Green fourth-party logistics network design under carbon cap-and-trade policy

Abstract

As carbon emissions become a significant issue worldwide, sustainability has emerged as a driving force in fourth-party logistics (4PL) network design. To ensure service quality, transportation time cannot be ignored. Considering the carbon cap-and-trade policy, a novel mixed-integer non-linear programming model is proposed to design a green 4PL network under the service time constraint. An equivalent reformulation is proposed to obtain the optimal solution for small-scale problems. For larger-scale problems, the Q-learning based dynamic memetic particle swarm optimisation algorithm is proposed to adaptively select suitable parameters and local search strategies for each individual. Numerical experimental results demonstrate the effectiveness and efficiency of proposed algorithm. Furthermore, the influence of 4PL, credit price, carbon cap, service time, and different carbon policies on the network are investigated. Compared with traditional third-party logistics, 4PL has more advantages in terms of cost, carbon emissions, and customer service.
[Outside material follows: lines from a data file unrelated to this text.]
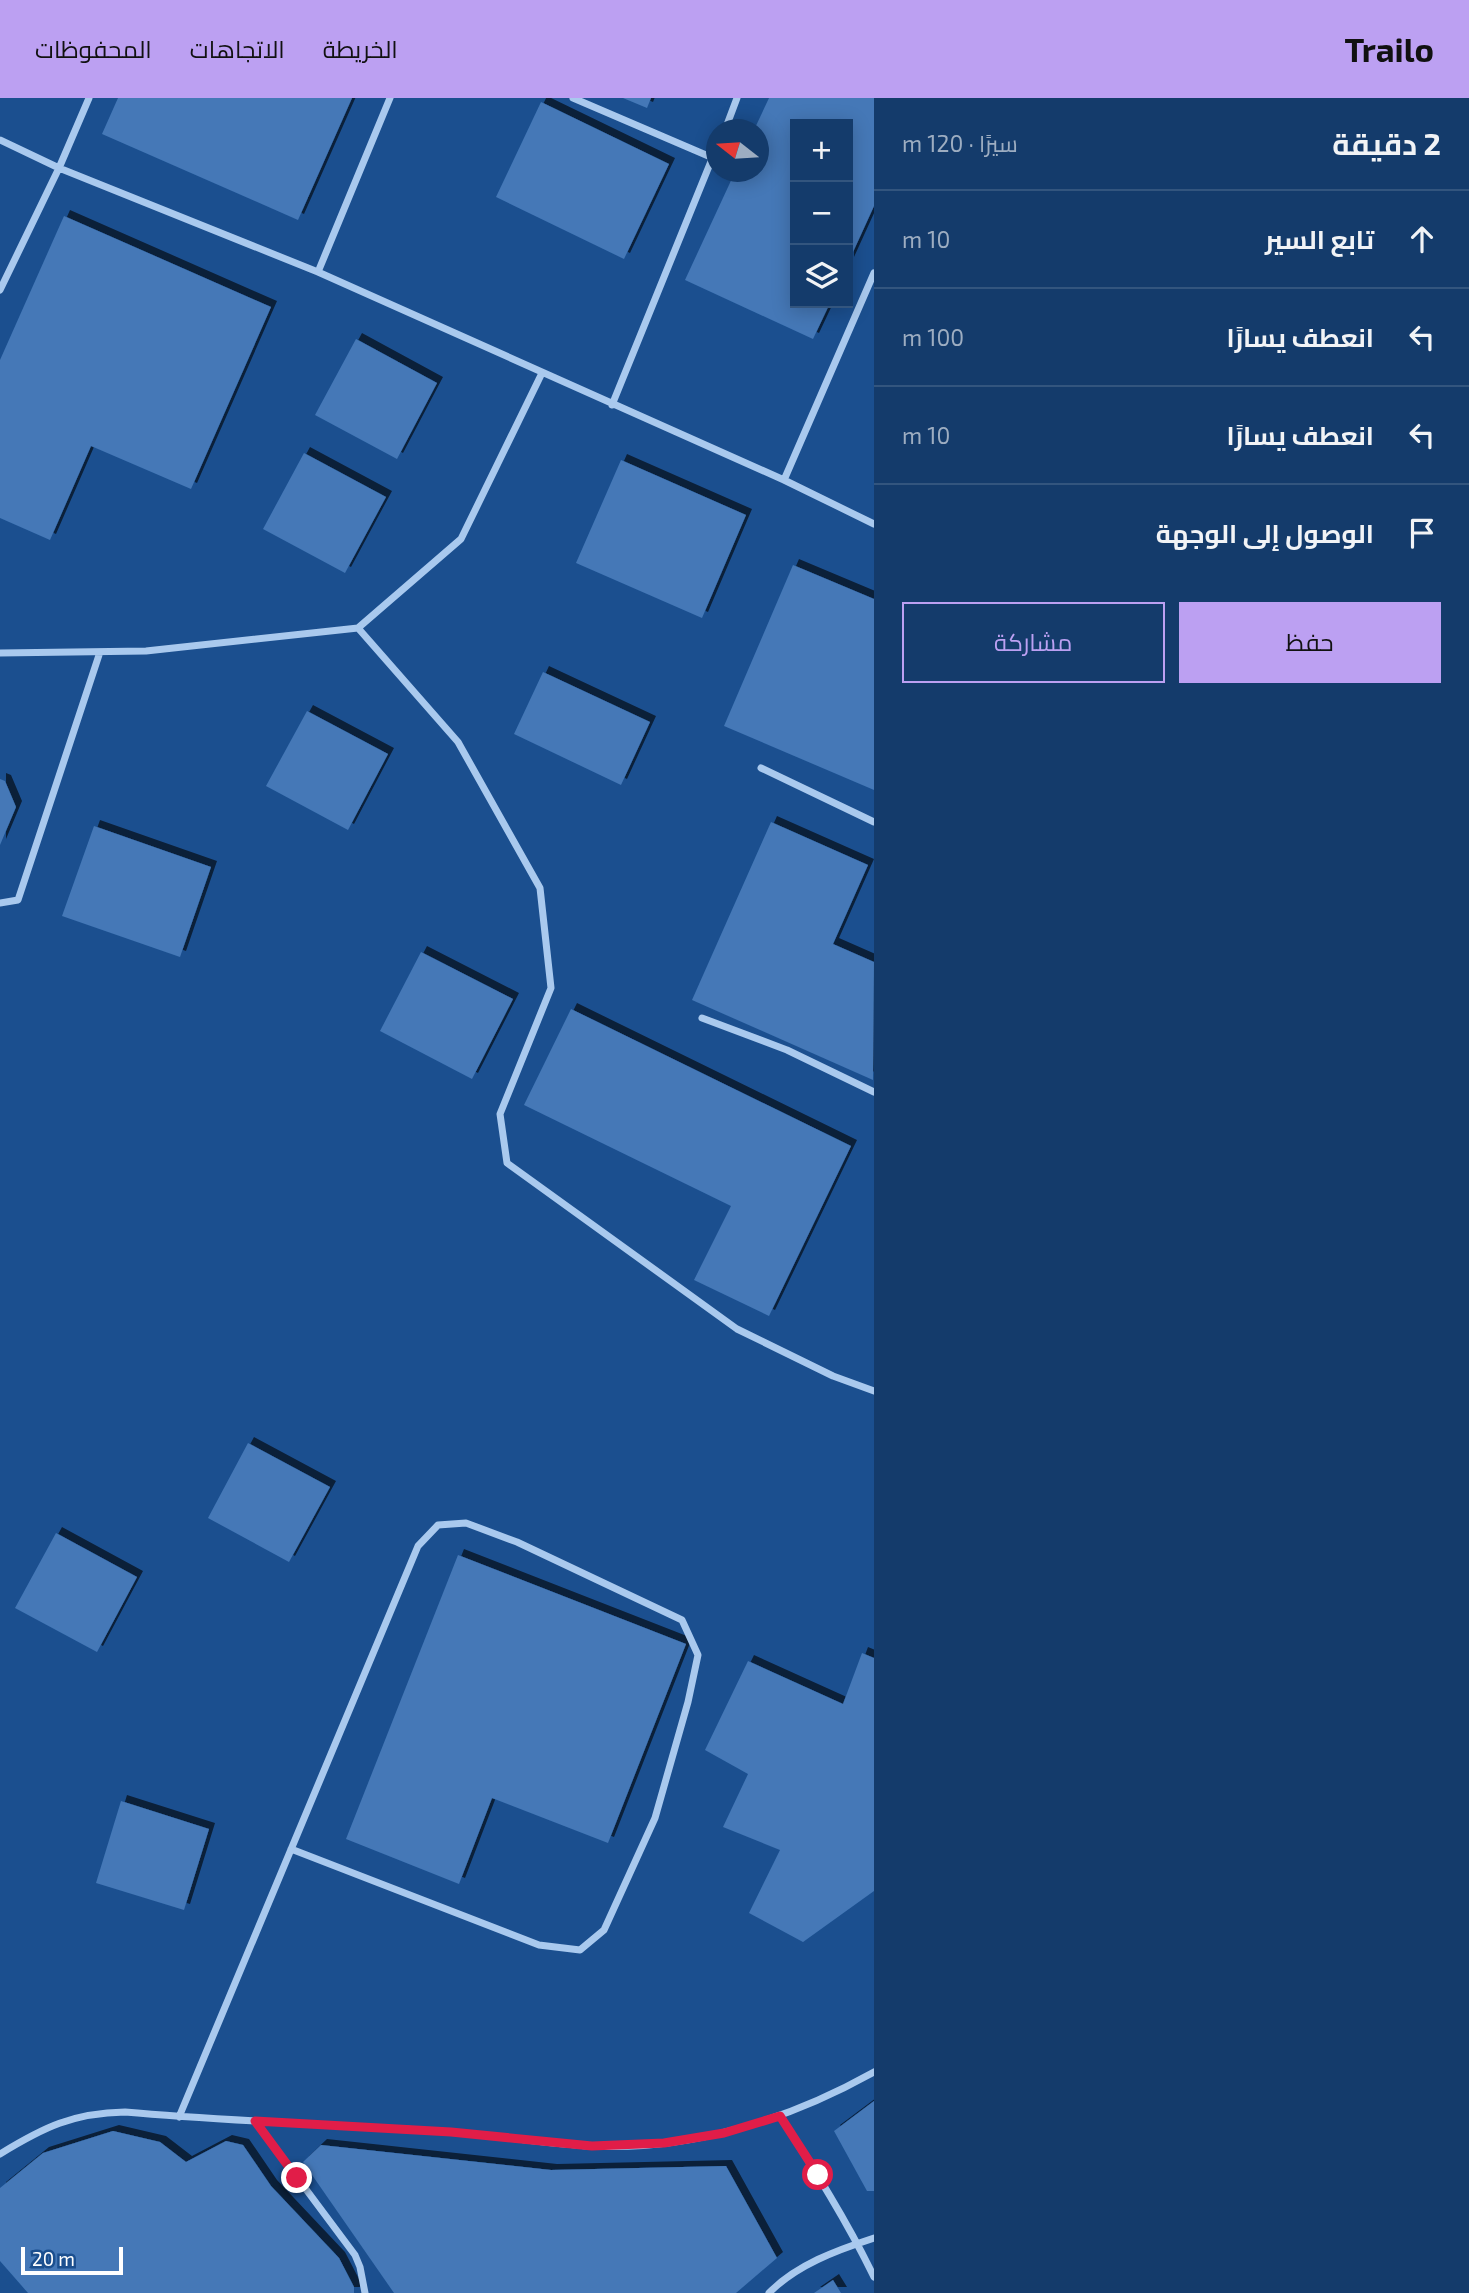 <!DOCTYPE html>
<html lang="ar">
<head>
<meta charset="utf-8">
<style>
  body { margin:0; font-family:"Exo 2",Cairo,sans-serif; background:#214673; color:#f1f3f6; direction:rtl }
  .controls { position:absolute; right:21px; top:21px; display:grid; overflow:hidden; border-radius:0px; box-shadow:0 4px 18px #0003 }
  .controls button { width:63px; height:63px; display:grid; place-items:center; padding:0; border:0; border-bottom:2px solid #33557e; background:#143b6b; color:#f1f3f6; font:35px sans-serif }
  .compass { position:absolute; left:706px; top:21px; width:63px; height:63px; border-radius:50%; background:#143b6b; box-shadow:0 4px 18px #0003; rotate:287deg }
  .scale { position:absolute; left:21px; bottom:18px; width:102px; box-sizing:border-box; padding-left:7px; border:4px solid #fff; border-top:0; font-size:19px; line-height:24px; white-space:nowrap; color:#fff; -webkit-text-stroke:5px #1b4f8f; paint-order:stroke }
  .stop { position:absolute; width:21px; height:21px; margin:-16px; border:5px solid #e11d48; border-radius:50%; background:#fff }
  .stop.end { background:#e11d48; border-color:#fff; box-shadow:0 2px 7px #0008 }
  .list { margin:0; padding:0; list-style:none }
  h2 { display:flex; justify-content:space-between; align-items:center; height:91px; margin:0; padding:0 28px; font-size:30px }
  h2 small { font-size:23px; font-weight:400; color:#9dadc1 }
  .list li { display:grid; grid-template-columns:46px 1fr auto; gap:21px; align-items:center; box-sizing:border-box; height:98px; padding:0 28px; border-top:2px solid #33557e }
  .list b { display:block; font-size:26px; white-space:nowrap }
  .list em { font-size:23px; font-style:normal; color:#9dadc1 }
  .actions { display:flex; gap:14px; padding:21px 28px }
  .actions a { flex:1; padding:16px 0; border:2px solid #bca0f2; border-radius:0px; text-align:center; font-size:24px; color:#bca0f2 }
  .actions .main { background:#bca0f2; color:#111 }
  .icon { flex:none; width:38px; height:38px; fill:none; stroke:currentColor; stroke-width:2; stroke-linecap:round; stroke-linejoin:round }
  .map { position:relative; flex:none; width:874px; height:2195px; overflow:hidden; direction:ltr }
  header { display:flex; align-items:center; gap:42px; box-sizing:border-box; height:98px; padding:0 35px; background:#bca0f2; color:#111 }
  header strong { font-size:33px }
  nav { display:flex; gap:38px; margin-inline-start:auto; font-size:24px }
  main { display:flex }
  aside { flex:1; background:#143b6b }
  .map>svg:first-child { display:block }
</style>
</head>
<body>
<header>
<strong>Trailo</strong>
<nav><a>الخريطة</a><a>الاتجاهات</a><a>المحفوظات</a></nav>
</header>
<main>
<aside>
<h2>2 دقيقة<small>سيرًا · 120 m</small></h2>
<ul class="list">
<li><svg class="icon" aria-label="ahead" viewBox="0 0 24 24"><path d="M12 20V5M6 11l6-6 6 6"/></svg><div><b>تابع السير</b></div><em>10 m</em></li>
<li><svg class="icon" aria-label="left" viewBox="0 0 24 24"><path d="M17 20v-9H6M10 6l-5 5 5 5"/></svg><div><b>انعطف يسارًا</b></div><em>100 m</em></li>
<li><svg class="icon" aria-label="left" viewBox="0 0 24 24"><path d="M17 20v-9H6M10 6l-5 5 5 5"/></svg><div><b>انعطف يسارًا</b></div><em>10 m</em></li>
<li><svg class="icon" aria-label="arrive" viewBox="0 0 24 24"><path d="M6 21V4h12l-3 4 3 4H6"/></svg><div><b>الوصول إلى الوجهة</b></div></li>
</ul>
<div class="actions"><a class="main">حفظ</a><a>مشاركة</a></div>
</aside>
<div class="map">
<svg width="874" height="2195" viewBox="0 0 874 2195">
  <defs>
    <filter id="shadow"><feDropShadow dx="6" dy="-6" stdDeviation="0" flood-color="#0009"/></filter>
  </defs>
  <rect width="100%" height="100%" fill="#1b4f8f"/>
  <!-- building -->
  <path fill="#4478b7" filter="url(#shadow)" d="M118 0H352L298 122 102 36Z
    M623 0H651L647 10Z
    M769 0H874V108L848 165V26H795V205H830L813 241 685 182 735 74H758V32H754Z
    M541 4 669 66 624 161 496 99Z
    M64 118 271 209 191 391 91 348 50 442 0 420V262Z
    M356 241 437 285 397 361 315 317Z
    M304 355 386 399 345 475 263 431Z
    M621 362 746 417 702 520 576 465Z
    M793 467 874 501V692L724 628Z
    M543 574 650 624 621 687 514 636Z
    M307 613 388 656 348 732 266 688Z
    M0 681 5 683 16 709 0 747Z
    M771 724 868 767 833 846 874 864 873 982 692 902Z
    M94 728 211 769 180 859 62 818Z
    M421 854 513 901 472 981 380 933Z
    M571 911 851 1048 769 1218 694 1182 731 1108 524 1007Z
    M248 1345 330 1389 289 1464 208 1420Z
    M56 1435 137 1479 97 1554 15 1510Z
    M458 1457 686 1546 608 1745 492 1700 459 1786 346 1741Z
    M862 1555 874 1560V1793L803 1844 749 1815 780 1752 723 1729 748 1676 705 1652 748 1563 843 1606Z
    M121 1703 209 1731 184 1812 96 1785Z
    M874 2003V2093H867L834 2033Z
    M113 2033 160 2044 186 2064 226 2043 243 2047 271 2088 339 2160 354 2189V2195H28L0 2163V2090L43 2055Z
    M321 2047 551 2072 726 2068 777 2160 736 2195H394L303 2064Z
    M833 2182 841 2195H814Z"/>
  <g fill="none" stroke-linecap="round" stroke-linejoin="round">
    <!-- street -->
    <path stroke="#a9c9ee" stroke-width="7" d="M573 0 713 60
      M725 32 737 0
      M0 42 59 70 318 174 784 382 874 426
      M318 174 390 0
      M0 192 59 70 89 0
      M612 307 716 51
      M784 382 874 175
      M358 530 458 644 540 790 551 890 500 1016 507 1065 737 1231 833 1278 874 1293
      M0 555 146 553 358 530 461 441 542 275
      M761 670 874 724
      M0 805 18 802 100 554
      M702 920 787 952 874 994
      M780 2018C814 2071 847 2123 874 2179
      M179 2019 418 1448 438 1427 466 1425 517 1444 682 1522 698 1557 688 1604 655 1720 604 1832 580 1852 539 1847 291 1751
      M255 2023 355 2157 360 2169 365 2195
      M0 2056C44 2029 73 2015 125 2014 229 2023 334 2027 438 2033 489 2036 539 2045 591 2048 690 2053 788 2022 874 1974
      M769 2195C796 2167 837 2152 874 2140"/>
  </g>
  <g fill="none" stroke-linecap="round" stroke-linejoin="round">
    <!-- route -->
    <path stroke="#e11d48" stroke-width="9" d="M297 2080 255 2023 451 2034 592 2048 664 2045 724 2035 780 2018 818 2077"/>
  </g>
</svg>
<div class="controls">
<button>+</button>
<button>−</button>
<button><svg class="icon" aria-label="layers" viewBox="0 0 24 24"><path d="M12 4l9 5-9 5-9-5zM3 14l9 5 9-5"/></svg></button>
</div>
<svg class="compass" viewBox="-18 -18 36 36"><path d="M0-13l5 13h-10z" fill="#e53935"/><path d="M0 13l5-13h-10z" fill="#9dadc1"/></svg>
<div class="scale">20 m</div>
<div class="stop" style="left:818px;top:2077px"></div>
<div class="stop end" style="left:297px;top:2080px"></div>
</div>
</main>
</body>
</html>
The credit price has a greater influence on cost and carbon emissions compared to the cap. Emissions sensitivity shifts from the purchased credit price under lower caps to the sell price under higher caps. The influence of the cap on emissions is driven by the prices of purchased and sold credits. The appropriate maximum allowable service time is crucial for cost and carbon emissions. Overall, the carbon cap-and-trade policy is beneficial to company economics and sustainable development.